• _Material for the task_:
###

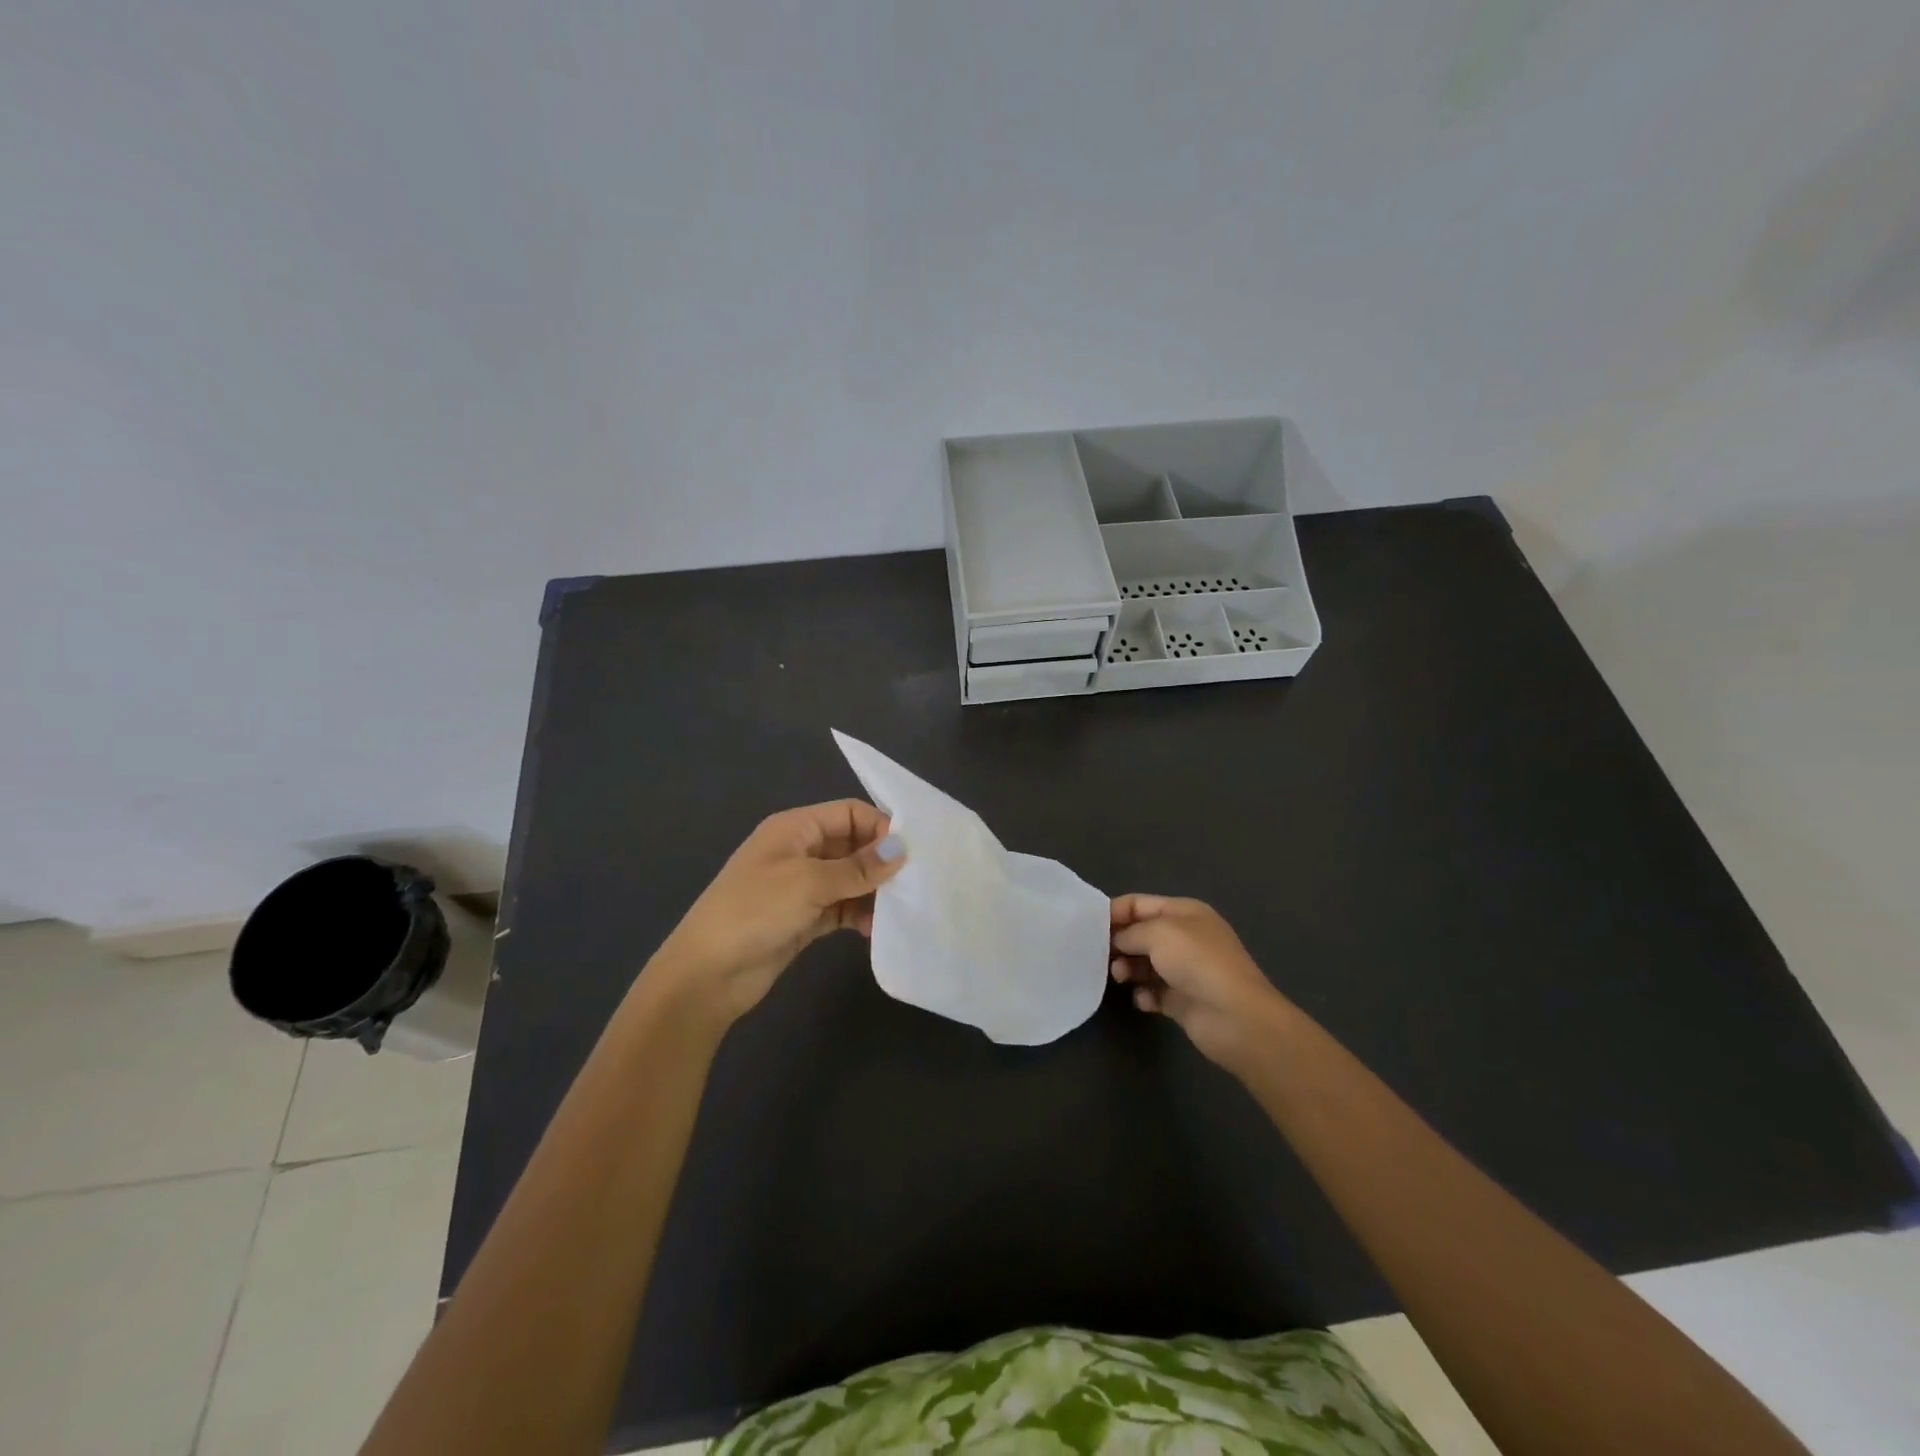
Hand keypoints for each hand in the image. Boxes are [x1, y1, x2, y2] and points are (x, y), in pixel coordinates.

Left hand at [653, 800, 905, 1026]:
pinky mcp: (803, 918)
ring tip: (896, 910)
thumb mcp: (808, 882)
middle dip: (880, 861)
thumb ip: (858, 867)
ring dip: (872, 891)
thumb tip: (901, 849)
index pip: (849, 813)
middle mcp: (800, 851)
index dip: (880, 827)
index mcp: (795, 828)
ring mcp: (801, 886)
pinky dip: (858, 914)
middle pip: (852, 844)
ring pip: (850, 879)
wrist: (706, 974)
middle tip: (913, 883)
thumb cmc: (754, 911)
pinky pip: (841, 907)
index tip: (911, 852)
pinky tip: (873, 930)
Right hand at [1110, 895, 1292, 1072]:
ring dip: (1128, 968)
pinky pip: (1154, 992)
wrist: (1235, 1017)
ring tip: (1121, 977)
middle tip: (1100, 955)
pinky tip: (1144, 999)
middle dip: (1119, 942)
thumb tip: (1118, 941)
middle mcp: (1185, 937)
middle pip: (1141, 934)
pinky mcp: (1183, 1000)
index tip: (1088, 926)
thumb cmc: (1197, 962)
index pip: (1140, 903)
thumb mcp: (1159, 933)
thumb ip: (1131, 931)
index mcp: (1185, 912)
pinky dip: (1144, 994)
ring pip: (1145, 964)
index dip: (1114, 911)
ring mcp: (1185, 970)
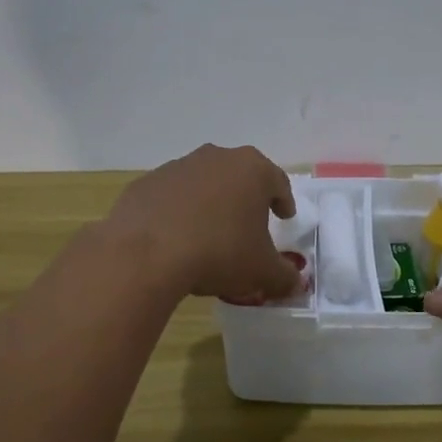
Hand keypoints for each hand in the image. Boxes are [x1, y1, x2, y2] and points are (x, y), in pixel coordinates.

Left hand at [102, 144, 300, 300]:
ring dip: (210, 203)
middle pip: (239, 176)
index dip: (284, 201)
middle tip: (249, 224)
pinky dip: (178, 212)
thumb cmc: (219, 252)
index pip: (278, 182)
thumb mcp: (262, 271)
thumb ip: (285, 276)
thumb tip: (295, 283)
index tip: (284, 217)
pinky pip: (172, 197)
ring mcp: (178, 167)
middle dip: (246, 198)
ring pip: (204, 183)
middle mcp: (216, 158)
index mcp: (252, 169)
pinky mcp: (147, 183)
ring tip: (210, 234)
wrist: (146, 254)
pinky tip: (176, 238)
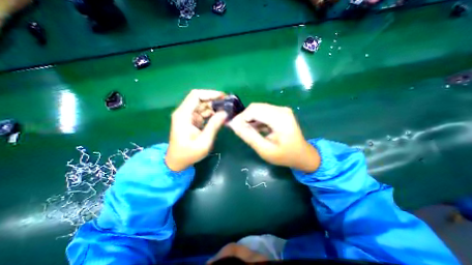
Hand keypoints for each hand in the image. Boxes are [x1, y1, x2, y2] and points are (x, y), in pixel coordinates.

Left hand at [165, 90, 227, 169]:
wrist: (177, 162)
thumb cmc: (189, 154)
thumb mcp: (204, 141)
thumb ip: (214, 126)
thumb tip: (225, 113)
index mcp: (183, 115)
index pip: (196, 96)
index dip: (210, 94)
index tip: (223, 97)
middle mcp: (184, 112)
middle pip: (199, 99)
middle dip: (214, 100)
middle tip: (227, 104)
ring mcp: (188, 116)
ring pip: (202, 105)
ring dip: (214, 107)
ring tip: (226, 110)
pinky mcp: (191, 121)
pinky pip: (202, 113)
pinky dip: (211, 113)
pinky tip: (220, 116)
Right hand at [229, 102, 320, 172]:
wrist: (302, 155)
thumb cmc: (285, 155)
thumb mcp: (265, 150)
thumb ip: (249, 136)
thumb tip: (233, 125)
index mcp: (280, 118)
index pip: (254, 110)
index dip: (241, 117)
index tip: (234, 128)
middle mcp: (281, 109)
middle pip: (255, 107)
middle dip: (244, 117)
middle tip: (240, 130)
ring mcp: (281, 109)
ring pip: (258, 108)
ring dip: (250, 119)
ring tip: (248, 132)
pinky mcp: (280, 112)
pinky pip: (263, 112)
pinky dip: (256, 119)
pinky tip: (256, 129)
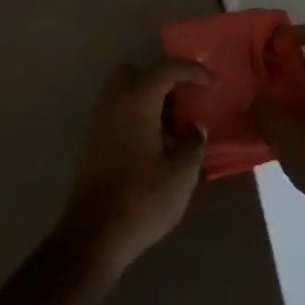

###

• _Exercise_:
Your answer should be the lines of the records that hold the string "hand".

• _Exercise result_:
Hand keypoints for each hand in the image. Boxes are [x1, y1, x2, y2] and points are (x, y), in pixel coordinates.
Left hand at [653, 800, 905, 1026]:
Right hand at [1110, 895, 1292, 1072]:
Hand keypoints for each hand in the image. Boxes are [x1, y1, x2, y2] and points are (x, y), in pixel coordinates.
Left hand at [102, 144, 300, 300]:
Hand keypoints for each hand in the image. Boxes are [x1, y1, x2, y2] and points are (x, y), in pixel coordinates.
Left hand at [165, 90, 227, 169]:
Right hand at [229, 102, 320, 172]:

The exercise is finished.